■ INFORMATION SUPPLIED:
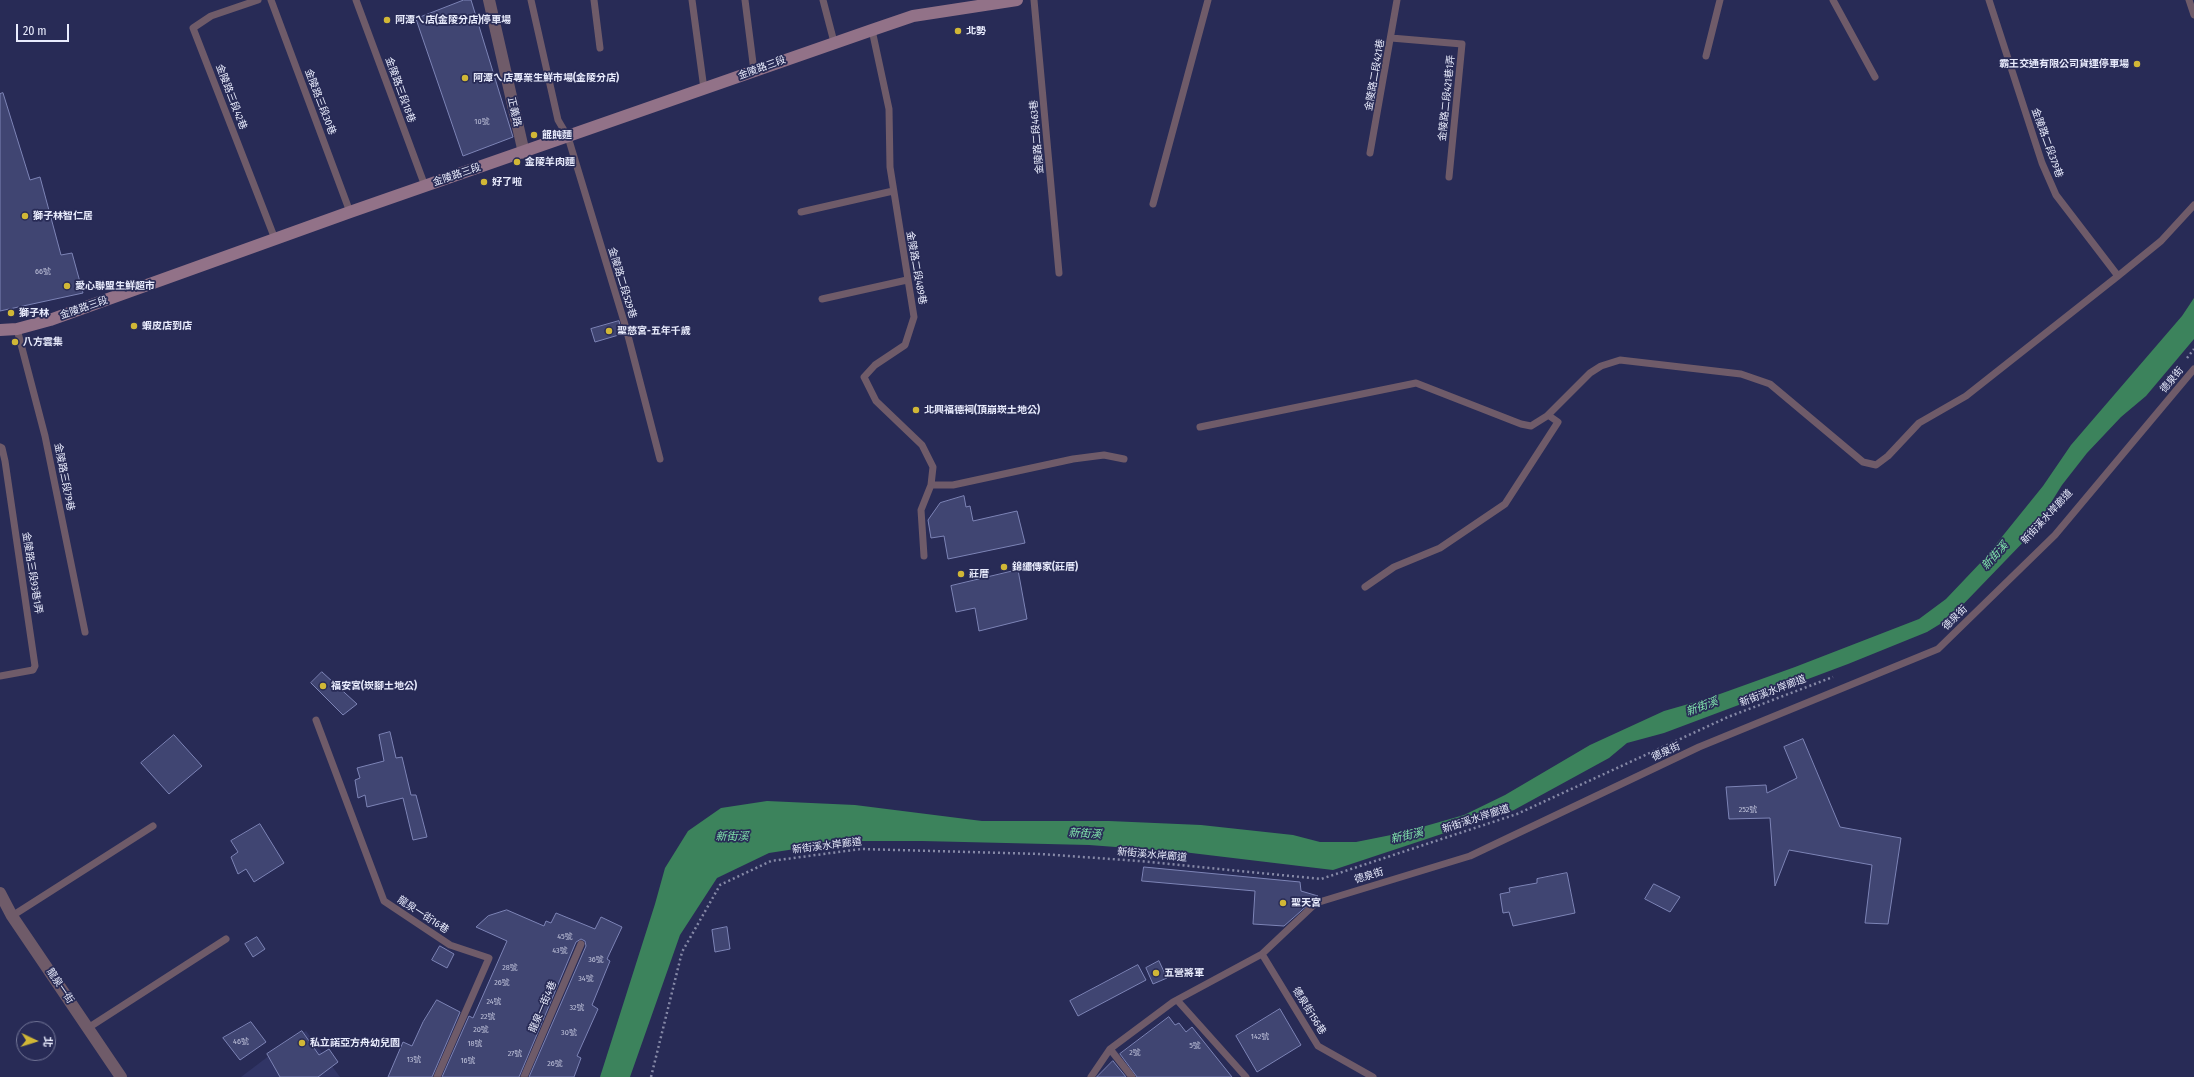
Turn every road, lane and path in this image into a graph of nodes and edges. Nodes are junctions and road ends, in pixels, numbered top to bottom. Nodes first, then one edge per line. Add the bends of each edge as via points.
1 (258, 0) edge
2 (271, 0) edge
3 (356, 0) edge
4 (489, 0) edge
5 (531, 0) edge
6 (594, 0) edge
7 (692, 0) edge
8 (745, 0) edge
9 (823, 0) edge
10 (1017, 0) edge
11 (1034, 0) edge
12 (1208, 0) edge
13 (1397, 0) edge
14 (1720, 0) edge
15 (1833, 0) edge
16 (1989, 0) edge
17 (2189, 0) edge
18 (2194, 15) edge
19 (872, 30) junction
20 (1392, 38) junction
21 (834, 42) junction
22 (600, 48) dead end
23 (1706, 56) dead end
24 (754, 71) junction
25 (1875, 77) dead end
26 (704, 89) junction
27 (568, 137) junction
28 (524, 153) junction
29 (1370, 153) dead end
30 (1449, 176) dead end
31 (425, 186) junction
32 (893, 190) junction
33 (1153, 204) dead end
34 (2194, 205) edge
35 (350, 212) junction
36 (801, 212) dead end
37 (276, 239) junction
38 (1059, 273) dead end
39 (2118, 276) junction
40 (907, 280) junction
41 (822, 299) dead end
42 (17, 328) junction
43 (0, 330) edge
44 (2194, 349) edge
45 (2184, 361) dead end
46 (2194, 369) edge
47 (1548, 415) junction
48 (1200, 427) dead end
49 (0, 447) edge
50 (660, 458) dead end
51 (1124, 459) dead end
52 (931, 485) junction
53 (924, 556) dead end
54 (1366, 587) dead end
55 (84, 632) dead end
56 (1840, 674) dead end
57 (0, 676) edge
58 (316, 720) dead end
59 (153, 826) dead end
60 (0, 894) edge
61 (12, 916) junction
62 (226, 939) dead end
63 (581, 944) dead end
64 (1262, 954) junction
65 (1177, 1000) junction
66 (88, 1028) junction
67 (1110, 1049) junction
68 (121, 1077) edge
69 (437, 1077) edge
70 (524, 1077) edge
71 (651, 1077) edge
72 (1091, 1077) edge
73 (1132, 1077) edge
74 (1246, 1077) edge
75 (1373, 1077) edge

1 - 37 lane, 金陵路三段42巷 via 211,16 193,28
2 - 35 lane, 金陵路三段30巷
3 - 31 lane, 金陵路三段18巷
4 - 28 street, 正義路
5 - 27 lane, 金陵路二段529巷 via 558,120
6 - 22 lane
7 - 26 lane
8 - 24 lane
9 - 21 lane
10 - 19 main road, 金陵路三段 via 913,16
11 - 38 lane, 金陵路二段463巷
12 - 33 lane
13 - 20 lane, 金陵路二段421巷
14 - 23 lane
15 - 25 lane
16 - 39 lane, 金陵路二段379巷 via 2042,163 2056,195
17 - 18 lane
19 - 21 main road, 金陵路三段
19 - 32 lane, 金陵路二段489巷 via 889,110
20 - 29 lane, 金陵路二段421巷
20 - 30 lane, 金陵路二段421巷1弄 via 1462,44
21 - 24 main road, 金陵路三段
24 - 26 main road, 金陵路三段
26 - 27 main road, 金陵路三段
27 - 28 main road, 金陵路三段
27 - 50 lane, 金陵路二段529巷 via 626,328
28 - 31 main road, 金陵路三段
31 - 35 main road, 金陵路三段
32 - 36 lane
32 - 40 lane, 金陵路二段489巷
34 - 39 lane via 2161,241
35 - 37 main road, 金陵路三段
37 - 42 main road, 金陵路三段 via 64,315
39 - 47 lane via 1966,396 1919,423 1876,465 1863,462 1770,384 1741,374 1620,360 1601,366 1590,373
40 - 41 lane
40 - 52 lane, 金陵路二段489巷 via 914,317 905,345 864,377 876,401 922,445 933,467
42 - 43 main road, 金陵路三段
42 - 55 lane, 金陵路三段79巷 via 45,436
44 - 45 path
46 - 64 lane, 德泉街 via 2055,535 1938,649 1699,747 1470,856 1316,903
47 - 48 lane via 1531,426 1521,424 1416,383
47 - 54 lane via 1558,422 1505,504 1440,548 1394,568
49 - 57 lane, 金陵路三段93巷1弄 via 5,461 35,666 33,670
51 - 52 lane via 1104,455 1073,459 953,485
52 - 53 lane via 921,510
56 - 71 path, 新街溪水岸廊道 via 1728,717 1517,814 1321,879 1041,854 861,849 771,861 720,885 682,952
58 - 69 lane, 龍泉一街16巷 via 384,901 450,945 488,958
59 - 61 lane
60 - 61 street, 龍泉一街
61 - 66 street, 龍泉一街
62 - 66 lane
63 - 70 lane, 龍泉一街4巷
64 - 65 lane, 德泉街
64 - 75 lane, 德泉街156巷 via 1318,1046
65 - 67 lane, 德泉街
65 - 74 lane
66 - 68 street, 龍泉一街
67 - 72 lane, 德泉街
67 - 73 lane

■ WORK ITEM: Repeat the records above exactly, without any pictures.

■ RESULT FOR THIS EXERCISE:
Turn every road, lane and path in this image into a graph of nodes and edges. Nodes are junctions and road ends, in pixels, numbered top to bottom. Nodes first, then one edge per line. Add the bends of each edge as via points.
1 (258, 0) edge
2 (271, 0) edge
3 (356, 0) edge
4 (489, 0) edge
5 (531, 0) edge
6 (594, 0) edge
7 (692, 0) edge
8 (745, 0) edge
9 (823, 0) edge
10 (1017, 0) edge
11 (1034, 0) edge
12 (1208, 0) edge
13 (1397, 0) edge
14 (1720, 0) edge
15 (1833, 0) edge
16 (1989, 0) edge
17 (2189, 0) edge
18 (2194, 15) edge
19 (872, 30) junction
20 (1392, 38) junction
21 (834, 42) junction
22 (600, 48) dead end
23 (1706, 56) dead end
24 (754, 71) junction
25 (1875, 77) dead end
26 (704, 89) junction
27 (568, 137) junction
28 (524, 153) junction
29 (1370, 153) dead end
30 (1449, 176) dead end
31 (425, 186) junction
32 (893, 190) junction
33 (1153, 204) dead end
34 (2194, 205) edge
35 (350, 212) junction
36 (801, 212) dead end
37 (276, 239) junction
38 (1059, 273) dead end
39 (2118, 276) junction
40 (907, 280) junction
41 (822, 299) dead end
42 (17, 328) junction
43 (0, 330) edge
44 (2194, 349) edge
45 (2184, 361) dead end
46 (2194, 369) edge
47 (1548, 415) junction
48 (1200, 427) dead end
49 (0, 447) edge
50 (660, 458) dead end
51 (1124, 459) dead end
52 (931, 485) junction
53 (924, 556) dead end
54 (1366, 587) dead end
55 (84, 632) dead end
56 (1840, 674) dead end
57 (0, 676) edge
58 (316, 720) dead end
59 (153, 826) dead end
60 (0, 894) edge
61 (12, 916) junction
62 (226, 939) dead end
63 (581, 944) dead end
64 (1262, 954) junction
65 (1177, 1000) junction
66 (88, 1028) junction
67 (1110, 1049) junction
68 (121, 1077) edge
69 (437, 1077) edge
70 (524, 1077) edge
71 (651, 1077) edge
72 (1091, 1077) edge
73 (1132, 1077) edge
74 (1246, 1077) edge
75 (1373, 1077) edge

1 - 37 lane, 金陵路三段42巷 via 211,16 193,28
2 - 35 lane, 金陵路三段30巷
3 - 31 lane, 金陵路三段18巷
4 - 28 street, 正義路
5 - 27 lane, 金陵路二段529巷 via 558,120
6 - 22 lane
7 - 26 lane
8 - 24 lane
9 - 21 lane
10 - 19 main road, 金陵路三段 via 913,16
11 - 38 lane, 金陵路二段463巷
12 - 33 lane
13 - 20 lane, 金陵路二段421巷
14 - 23 lane
15 - 25 lane
16 - 39 lane, 金陵路二段379巷 via 2042,163 2056,195
17 - 18 lane
19 - 21 main road, 金陵路三段
19 - 32 lane, 金陵路二段489巷 via 889,110
20 - 29 lane, 金陵路二段421巷
20 - 30 lane, 金陵路二段421巷1弄 via 1462,44
21 - 24 main road, 金陵路三段
24 - 26 main road, 金陵路三段
26 - 27 main road, 金陵路三段
27 - 28 main road, 金陵路三段
27 - 50 lane, 金陵路二段529巷 via 626,328
28 - 31 main road, 金陵路三段
31 - 35 main road, 金陵路三段
32 - 36 lane
32 - 40 lane, 金陵路二段489巷
34 - 39 lane via 2161,241
35 - 37 main road, 金陵路三段
37 - 42 main road, 金陵路三段 via 64,315
39 - 47 lane via 1966,396 1919,423 1876,465 1863,462 1770,384 1741,374 1620,360 1601,366 1590,373
40 - 41 lane
40 - 52 lane, 金陵路二段489巷 via 914,317 905,345 864,377 876,401 922,445 933,467
42 - 43 main road, 金陵路三段
42 - 55 lane, 金陵路三段79巷 via 45,436
44 - 45 path
46 - 64 lane, 德泉街 via 2055,535 1938,649 1699,747 1470,856 1316,903
47 - 48 lane via 1531,426 1521,424 1416,383
47 - 54 lane via 1558,422 1505,504 1440,548 1394,568
49 - 57 lane, 金陵路三段93巷1弄 via 5,461 35,666 33,670
51 - 52 lane via 1104,455 1073,459 953,485
52 - 53 lane via 921,510
56 - 71 path, 新街溪水岸廊道 via 1728,717 1517,814 1321,879 1041,854 861,849 771,861 720,885 682,952
58 - 69 lane, 龍泉一街16巷 via 384,901 450,945 488,958
59 - 61 lane
60 - 61 street, 龍泉一街
61 - 66 street, 龍泉一街
62 - 66 lane
63 - 70 lane, 龍泉一街4巷
64 - 65 lane, 德泉街
64 - 75 lane, 德泉街156巷 via 1318,1046
65 - 67 lane, 德泉街
65 - 74 lane
66 - 68 street, 龍泉一街
67 - 72 lane, 德泉街
67 - 73 lane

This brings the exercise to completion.